Smallissimo: 2013

Thursday, August 8, 2013

COG VM: Correctly reading Image Segment with/without native order 32 bits digits Large Integers

This post is about one of the last thing that were missing in my own Squeak/Pharo COG Virtual Machine hack which use native order 32 bits digits Large Integers: that is image segment loading/saving support.

On little endian machines, this is not a problem because native 32 bits word order matches Large Integers byte order. So loading image segment on little endian machines just work when the segment has been saved from a little endian machine, or from an old VM without native order 32 bits digits Large Integers support.

This is only a problem on big endian machines.
The only hurdle was to decide how to mark the segment so that it can be loaded correctly.
But let's explain a bit what's going on with byte order at load time...

Swapping byte order at image segment load time:

Loading an image segment from a different endianness requires byte-swapping of byte objects. This is because the primitive for loading image segment first swap every 32 bits word in the segment (by invoking ObjectMemory>>reverseBytesFrom:to:) as if every object were 32 bits word-array or composed exclusively of 32 bits object oriented pointers. But this is not the case for byte-arrays, and must be undone for those objects.

This is further processed by invoking method ObjectMemory>>byteSwapByteObjectsFrom:to:flipFloatsIf:
The last parameter of this method is for swapping the two words composing a Float (64 bits IEEE 754 double precision format) if ever the segment comes from an old image. Indeed, in old images, Float were always stored in Big Endian format, whatever VM endianness...

This byte swapping is triggered by a test of image segment version which is stored into first 32 bits word data, versus current ObjectMemory imageSegmentVersion.

Let's see this method:

imageSegmentVersion
    | wholeWord |
    "a more complex version that tells both the word reversal and the endianness of the machine it came from. Low half of word is 6502. Top byte is top byte of #doesNotUnderstand: on this machine. ($d on the Mac or $s on the PC)"

    wholeWord := self longAt: (self splObj: SelectorDoesNotUnderstand) + BaseHeaderSize.
        "first data word, 'does' "
    ^ self imageFormatVersion bitOr: (wholeWord bitAnd: 16rFF000000)

So the image segment version is 16rXXYYYYYY, where most significant byte 16rXX indicates endianness (16r73 the code of $s for little endian, 16r64 the code of $d for big endian) , and the rest indicates image version...

Well, except that ObjectMemory>>loadImageSegmentFrom:outPointers: only interpret low 16 bits as image version, so the used bits are more something like 16rXX00YYYY.

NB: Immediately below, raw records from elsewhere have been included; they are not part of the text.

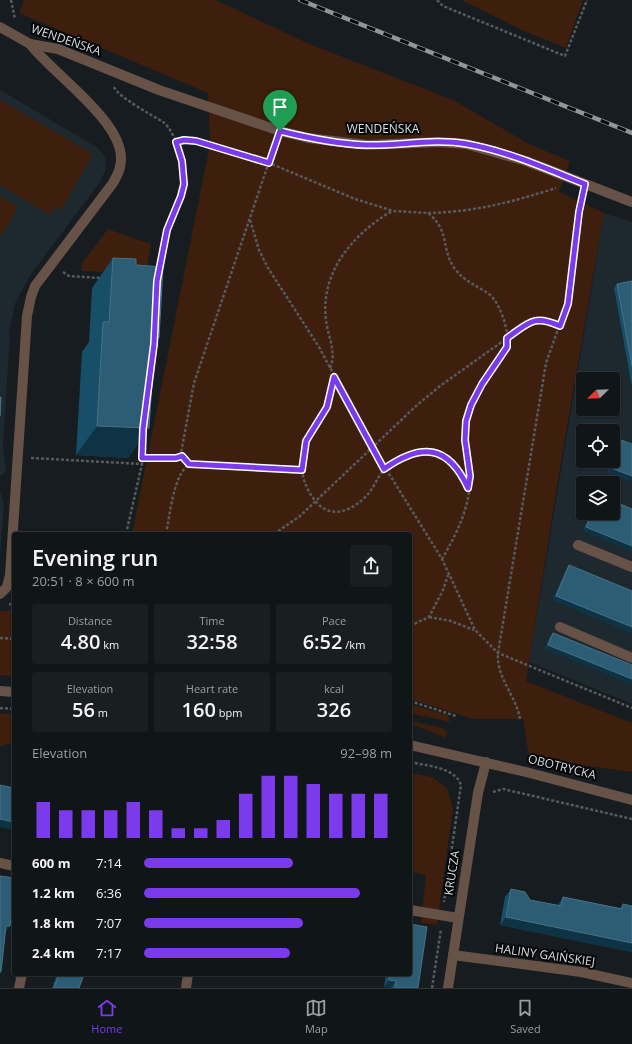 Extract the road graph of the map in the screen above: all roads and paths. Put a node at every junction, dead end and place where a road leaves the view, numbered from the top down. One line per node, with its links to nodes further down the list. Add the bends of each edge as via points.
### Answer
1 (438, 0): 2 (path, via 443,6 565,56)
2 (587, 0)
3 (0, 27): 4 (street, WENDEŃSKA)
4 (30, 44): 6 (street, WENDEŃSKA, via 58,49 159,90); 15 (street, via 99,115 116,138 121,160 113,183)
5 (115, 90): 7 (path, via 166,124)
6 (280, 131): 8 (path); 9 (street, WENDEŃSKA, via 308,138 367,145 439,142 466,144 526,161)
7 (176, 142): 8 (path, via 196,141); 16 (path, via 182,161 184,184 167,230)
8 (269, 163): 12 (path, via 355,199); 14 (path)
9 (567, 177): 10 (street, WENDEŃSKA); 13 (path, via 559,187 506,204 471,211)
10 (585, 184): 11 (street, WENDEŃSKA); 18 (path, via 579,212 568,304)
11 (632, 202)
12 (393, 211): 13 (path); 20 (path, via 377,220 354,240 333,274 325,309 333,356)
13 (428, 213): 19 (path, via 442,227 446,249 455,269 497,304)
14 (250, 220): 20 (path, via 258,250 280,289 303,320); 24 (path, via 194,383)
15 (53, 264): 17 (path, via 69,276); 25 (street, via 35,286 27,316)
16 (158, 274)
17 (104, 278)
18 (560, 326): 19 (path, via 546,319 538,319); 49 (path, via 546,363)
19 (507, 338): 23 (path, via 440,386); 31 (path, via 507,347 482,384 466,421 465,440 470,476)
20 (330, 369): 21 (path)
21 (334, 377): 23 (path); 30 (path, via 327,407 306,441)
22 (143, 429): 26 (path)
23 (373, 448): 29 (path); 32 (path)
24 (182, 456): 26 (path); 28 (path)
25 (17, 457): 27 (path); 33 (street)
26 (142, 458): 27 (path)
27 (142, 464): 34 (path)
28 (189, 464): 30 (path); 35 (path, via 181,473 174,493)
29 (384, 469): 31 (path, via 407,454 434,453 443,456 456,467); 32 (path, via 369,492 347,510 328,510); 39 (path)
30 (302, 470): 32 (path, via 306,486)
31 (468, 488): 39 (path, via 464,517)
32 (316, 501): 36 (path)
33 (13, 532)
34 (126, 532)
35 (166, 532)
36 (277, 532)
37 (12, 541): 42 (street, via 10,575 7,588)
38 (578, 545): 40 (street)
39 (442, 559): 41 (path)
40 (632, 567)
41 (448, 574): 43 (path); 46 (path)
42 (0, 594)
43 (429, 617): 44 (path); 46 (path, via 451,621)
44 (412, 625)
45 (560, 627): 50 (street)
46 (475, 630): 49 (path)
47 (0, 638): 48 (path)
48 (12, 639)
49 (498, 653): 56 (path); 58 (path, via 501,676 518,707)
50 (632, 658)
51 (0, 691): 52 (street)
52 (12, 692)
53 (412, 702): 57 (path)
54 (0, 708): 55 (path)
55 (12, 708)
56 (632, 708)
57 (456, 716)
58 (520, 719)
59 (412, 745): 60 (street, OBOTRYCKA)
60 (486, 762): 63 (street, OBOTRYCKA); 69 (street, KRUCZA, via 478,793)
61 (412, 763): 67 (path, via 452,773 459,778 461,785)
62 (491, 795): 64 (path, via 495,790 503,789)
63 (632, 800)
64 (632, 819)
65 (0, 863): 66 (street)
66 (12, 866)
67 (444, 905)
68 (412, 910): 69 (street)
69 (458, 918): 71 (street, KRUCZA)
70 (441, 924): 77 (path)
71 (453, 955): 74 (street, HALINY GAIŃSKIEJ, via 581,972); 78 (street, KRUCZA)
72 (22, 976): 75 (street)
73 (188, 976): 76 (street)
74 (632, 983)
75 (19, 988)
76 (186, 988)
77 (432, 988)
78 (448, 988)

Hacking the image segment version

Since we are in COG, we will hack NewObjectMemory>>imageSegmentVersion. We will use one of the high bits of unused byte (the second most significant), the 7th bit starting at 1, (weight 64), that is the 22nd one in the whole word.
Note that we already used the 7th bit of image header flags (the 7th 32 bits word of the image), so our VM hack is somehow self consistent.

imageSegmentVersion
    | wholeWord flagLargeIntsAreStoredInBigEndian |
    "a more complex version that tells both the word reversal and the endianness of the machine it came from. Low half of word is 6502. Top byte is top byte of #doesNotUnderstand: on this machine. ($d on the Mac or $s on the PC)"

    wholeWord := self longAt: (self splObj: SelectorDoesNotUnderstand) + BaseHeaderSize.
        "first data word, 'does' "
    flagLargeIntsAreStoredInBigEndian := self vmEndianness << 22.
    ^coInterpreter imageFormatVersion bitOr: (wholeWord bitAnd: 16rFF000000) + flagLargeIntsAreStoredInBigEndian

The method vmEndianness answers 0 for little endian, 1 for big endian, so we only set the 22nd bit on segment saved from big endian machine 16rXX40YYYY. This let room for increasing image version up to 1<<22 if we want to.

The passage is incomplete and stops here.